Vía Augusta
Alberto Grimaldi
La conversión de Pedro
La leyenda persa de Sherezade, contenida en Las mil y una noches, es una preciosa metáfora, tan necesaria hoy, del poder de la palabra. Anterior, posiblemente, a la invención de la escritura, habla de la confianza que el ser humano ha tenido siempre, a veces sin motivos, en el poder apaciguador del lenguaje: Airado el sultán porque su mujer lo había engañado, decide yacer cada noche con una chica virgen, a la que ejecutará por la mañana.
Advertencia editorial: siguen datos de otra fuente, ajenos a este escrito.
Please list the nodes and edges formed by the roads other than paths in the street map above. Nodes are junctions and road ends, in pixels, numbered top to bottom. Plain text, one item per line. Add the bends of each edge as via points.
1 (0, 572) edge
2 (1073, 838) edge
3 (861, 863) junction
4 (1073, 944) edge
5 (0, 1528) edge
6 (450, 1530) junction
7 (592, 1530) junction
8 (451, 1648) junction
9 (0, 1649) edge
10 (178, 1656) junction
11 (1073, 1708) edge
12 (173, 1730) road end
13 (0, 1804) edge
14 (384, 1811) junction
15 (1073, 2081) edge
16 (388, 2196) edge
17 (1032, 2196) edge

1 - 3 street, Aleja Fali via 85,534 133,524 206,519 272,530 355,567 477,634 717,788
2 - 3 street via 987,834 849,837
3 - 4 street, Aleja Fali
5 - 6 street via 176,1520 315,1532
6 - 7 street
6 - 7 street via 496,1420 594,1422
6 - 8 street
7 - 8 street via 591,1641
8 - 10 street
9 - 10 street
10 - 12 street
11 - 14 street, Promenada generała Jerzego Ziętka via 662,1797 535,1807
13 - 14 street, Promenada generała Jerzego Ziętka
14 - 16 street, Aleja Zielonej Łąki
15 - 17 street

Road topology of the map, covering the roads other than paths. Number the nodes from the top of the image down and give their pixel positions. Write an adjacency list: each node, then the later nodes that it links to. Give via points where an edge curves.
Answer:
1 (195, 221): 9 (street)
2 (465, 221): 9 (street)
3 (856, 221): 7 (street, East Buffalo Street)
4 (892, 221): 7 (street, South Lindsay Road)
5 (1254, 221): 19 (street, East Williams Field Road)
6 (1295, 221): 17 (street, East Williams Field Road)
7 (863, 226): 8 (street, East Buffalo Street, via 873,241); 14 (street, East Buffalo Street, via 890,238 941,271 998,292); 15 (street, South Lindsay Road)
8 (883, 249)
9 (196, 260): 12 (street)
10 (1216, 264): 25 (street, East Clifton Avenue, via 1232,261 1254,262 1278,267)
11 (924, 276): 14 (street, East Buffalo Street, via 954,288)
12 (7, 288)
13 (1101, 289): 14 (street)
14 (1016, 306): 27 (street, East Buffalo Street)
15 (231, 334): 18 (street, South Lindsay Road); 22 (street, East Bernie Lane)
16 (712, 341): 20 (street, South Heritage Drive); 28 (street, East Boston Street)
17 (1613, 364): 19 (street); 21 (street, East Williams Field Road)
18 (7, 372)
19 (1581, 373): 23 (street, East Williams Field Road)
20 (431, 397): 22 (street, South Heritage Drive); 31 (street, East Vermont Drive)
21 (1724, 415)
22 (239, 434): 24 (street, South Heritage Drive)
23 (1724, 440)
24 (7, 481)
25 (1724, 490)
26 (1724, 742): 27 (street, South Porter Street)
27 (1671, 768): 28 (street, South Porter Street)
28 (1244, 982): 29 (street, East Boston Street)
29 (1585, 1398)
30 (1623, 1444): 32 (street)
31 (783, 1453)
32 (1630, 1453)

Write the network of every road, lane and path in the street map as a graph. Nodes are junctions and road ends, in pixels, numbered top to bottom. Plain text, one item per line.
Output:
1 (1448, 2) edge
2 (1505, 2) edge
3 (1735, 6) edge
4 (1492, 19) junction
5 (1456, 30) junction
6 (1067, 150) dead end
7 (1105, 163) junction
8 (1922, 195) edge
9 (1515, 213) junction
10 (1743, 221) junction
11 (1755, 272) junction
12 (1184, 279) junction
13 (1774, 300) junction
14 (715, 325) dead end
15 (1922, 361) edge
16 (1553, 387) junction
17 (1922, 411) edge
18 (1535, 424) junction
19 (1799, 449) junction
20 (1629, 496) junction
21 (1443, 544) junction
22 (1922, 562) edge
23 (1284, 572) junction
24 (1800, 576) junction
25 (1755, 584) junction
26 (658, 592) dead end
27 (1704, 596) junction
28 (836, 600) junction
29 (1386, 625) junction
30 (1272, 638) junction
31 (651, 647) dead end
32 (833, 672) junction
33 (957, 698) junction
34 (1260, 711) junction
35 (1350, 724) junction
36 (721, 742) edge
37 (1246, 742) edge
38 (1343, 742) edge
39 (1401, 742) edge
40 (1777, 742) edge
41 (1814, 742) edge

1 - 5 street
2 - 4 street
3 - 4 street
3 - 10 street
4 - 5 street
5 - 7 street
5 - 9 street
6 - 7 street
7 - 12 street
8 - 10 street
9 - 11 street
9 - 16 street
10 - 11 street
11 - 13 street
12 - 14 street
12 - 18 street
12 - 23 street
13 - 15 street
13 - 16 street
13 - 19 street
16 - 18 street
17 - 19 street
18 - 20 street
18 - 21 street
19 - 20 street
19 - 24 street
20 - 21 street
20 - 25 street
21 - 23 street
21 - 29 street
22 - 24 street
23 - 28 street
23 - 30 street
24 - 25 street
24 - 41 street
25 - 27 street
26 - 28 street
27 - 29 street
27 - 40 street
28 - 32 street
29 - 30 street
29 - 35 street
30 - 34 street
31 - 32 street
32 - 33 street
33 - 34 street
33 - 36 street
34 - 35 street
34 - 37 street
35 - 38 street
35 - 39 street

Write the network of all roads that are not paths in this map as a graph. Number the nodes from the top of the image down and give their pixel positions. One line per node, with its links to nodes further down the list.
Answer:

Sherezade, que se ha ofrecido voluntariamente, contra el sentir de su padre, a casarse con el sádico y rencoroso personaje –que ya había arrebatado la vida a tres mil doncellas– detiene la espada asesina solo con el escudo de sus relatos. Cada noche, mil y una, mantuvo entretenido al sultán hasta la madrugada. Seducido el sádico, no pudo prescindir de las narraciones de la joven que, con solo sus palabras, salvó la vida y acabó con el brutal rito. Así también, en la película recién estrenada de Amenábar. Cervantes, buen cuentista, consigue que el Bajá de Argel enamorado del escritor y de sus relatos, le respete la vida. Un Cervantes gay no es ninguna novedad. En los 80’, cierta sociología de la literatura se empeñó en que para ser un buen escritor había que ser perseguido, malaventurado. La Celestina se escribió porque Fernando de Rojas era judío, Santa Teresa, sus escritos y sus ostentosos éxtasis tendrían que ver con su ascendencia conversa o con el ‘mal sagrado’ (la epilepsia), que también padecería Ignacio de Loyola. San Juan de la Cruz, el “frailecico”, como lo llamaba Santa Teresa, que prefería a varones más poderosos, se habría transmutado léxicamente en sus poemas en ‘Alma’, para su desposorio místico con el Amado, Jesús. Homosexualidad la suya, morfosintáctica, al menos. Para un espectador vulgar, como el que esto escribe, la película tiene poco de genial, como se ha pregonado, incluso, por su director y actores. No osaré calificarla de bodrio, pero sí que es una mediocre película de aventuras, bien documentada, esto sí, pero a la que le viene de perlas el refrán: “Mucho ruido y pocas nueces”, sobre todo si la ves en una buena sala de cine, dotada de una megafonía ensordecedora. Quizá este bloguero de arrabal no ha escrito nada de valor porque no ha sido demasiado desgraciado y sí feliz, fugazmente. Y ya se sabe, al que ama, no le da el tiempo para escribir.